Stimulated by this result, we extended our studies to the G3 Terc−/− mouse model. We treated 3‐month‐old G3 Terc−/− mice with anti‐teloG or anti‐teloC tASOs or an ASO with an unrelated sequence (Control) by intraperitoneal injection, and we sacrificed them at 12 months of age. Quantitative IHC analyses of ACE2 expression in lungs revealed high levels of the protein in control G3 Terc−/− mice, compared to age‐ and sex‐matched wild‐type animals. Such an expression was significantly reduced by the treatment with either tASOs (Fig 5E), and this occurred also in pro‐SP‐C‐positive ATII cells, as shown by double‐marker immunostaining (Fig 5F). These results also support the notion that it is the ensuing DDR activation, rather than telomeric shortening per se, that is responsible for ACE2 regulation.

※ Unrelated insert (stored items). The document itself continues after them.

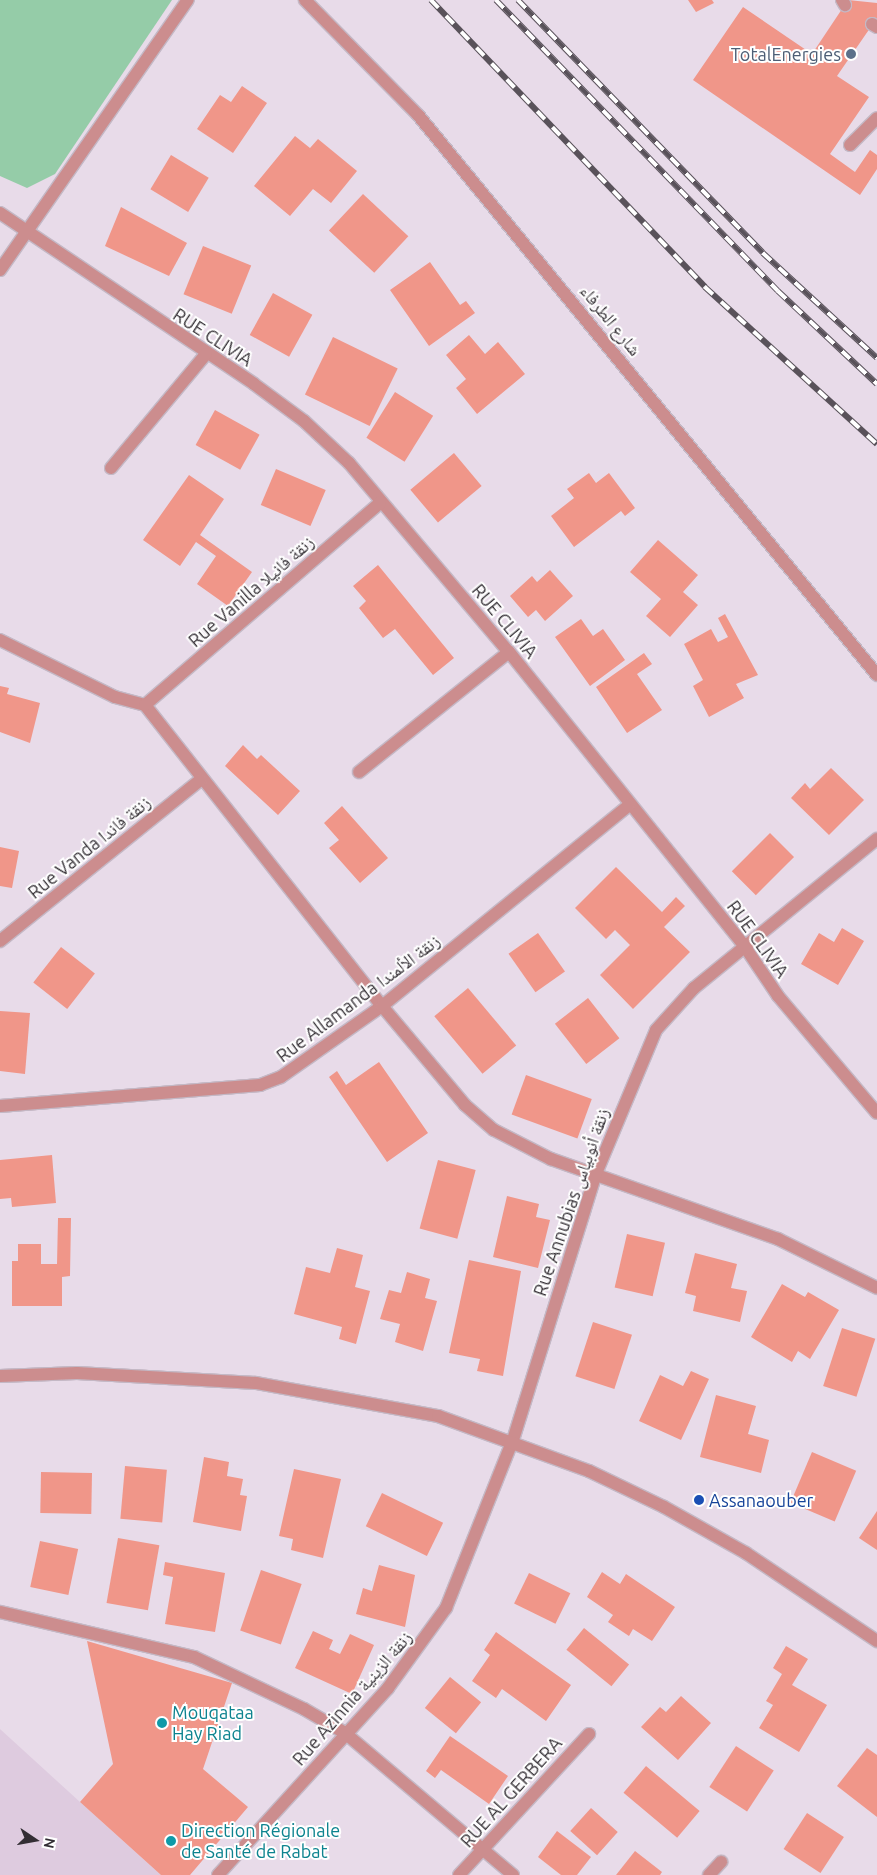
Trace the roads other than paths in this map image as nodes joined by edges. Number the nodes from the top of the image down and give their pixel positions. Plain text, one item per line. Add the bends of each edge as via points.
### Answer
1 (188, 0) edge
2 (305, 0) edge
3 (877, 118) edge
4 (850, 145) dead end
5 (0, 214) edge
6 (28, 234) junction
7 (0, 270) edge
8 (206, 354) junction
9 (111, 468) dead end
10 (380, 503) junction
11 (0, 640) edge
12 (509, 652) junction
13 (877, 675) edge
14 (145, 706) junction
15 (359, 772) dead end
16 (200, 780) junction
17 (628, 805) junction
18 (877, 839) edge
19 (0, 942) edge
20 (745, 947) junction
21 (382, 1006) junction
22 (0, 1106) edge
23 (877, 1113) edge
24 (595, 1176) junction
25 (877, 1288) edge
26 (0, 1376) edge
27 (513, 1440) junction
28 (0, 1612) edge
29 (877, 1641) edge
30 (345, 1733) junction
31 (589, 1734) dead end
32 (483, 1848) junction
33 (721, 1862) dead end
34 (218, 1875) edge
35 (459, 1875) edge
36 (513, 1875) edge
37 (709, 1875) edge

1 - 6 street
2 - 13 street, شارع الطرفاء via 418,115
3 - 4 street
5 - 6 street, RUE CLIVIA
6 - 7 street
6 - 8 street, RUE CLIVIA
8 - 9 street
8 - 10 street, RUE CLIVIA via 304,422 349,463
10 - 12 street, RUE CLIVIA
10 - 14 street, Rue Vanilla زنقة فانيلا
11 - 14 street via 115,698
12 - 15 street
12 - 17 street, RUE CLIVIA
14 - 16 street
16 - 19 street, Rue Vanda زنقة فاندا
16 - 21 street
17 - 20 street, RUE CLIVIA
17 - 21 street, Rue Allamanda زنقة الألمندا
18 - 20 street, Rue Annubias زنقة أنوبياس
20 - 23 street, RUE CLIVIA via 784,1004
20 - 24 street, Rue Annubias زنقة أنوبياس via 694,988 656,1030
21 - 22 street, Rue Allamanda زنقة الألمندا via 298,1067 260,1086
21 - 24 street via 464,1105 494,1130
24 - 25 street via 778,1239
24 - 27 street, Rue Annubias زنقة أنوبياس
26 - 27 street via 77,1373 256,1383 438,1416
27 - 29 street via 664,1508 746,1553
27 - 30 street, Rue Azinnia زنقة الزينية via 446,1608 422,1647
28 - 30 street via 194,1657 246,1679
30 - 32 street
30 - 34 street, Rue Azinnia زنقة الزينية
31 - 32 street, RUE AL GERBERA
32 - 35 street, RUE AL GERBERA
32 - 36 street
33 - 37 street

Taken together, these results demonstrate that the expression of ACE2, the SARS‐CoV‐2 receptor, is directly modulated by the activation of the DDR pathway at the transcriptional level and that telomere dysfunction is a physiological event able to engage the DDR pathways modulating ACE2 levels.

ACE2 is a potent negative regulator of the renin‐angiotensin system (RAS), which maintains the homeostasis of blood pressure and the balance of fluid and salts (Patel et al, 2017). The homeostasis of RAS is critical for the physiological and pathological regulation in various organs, including the heart, kidneys, and lungs (Patel et al, 2017). ACE2 can degrade angiotensin (Ang) II, which causes vasoconstriction, inflammation, and fibrosis, and converts it into Ang (1‐7), which leads to vasodilation, reduced proliferation, and apoptosis, suggesting that its increase might represent a mechanism to counteract the molecular changes related to aging (Hamming et al, 2007). Although the ACE2 increase in physiological conditions may have positive homeostatic effects, being also the SARS‐CoV‐2 receptor, it favors infectability, thus causing more severe symptoms in the elderly.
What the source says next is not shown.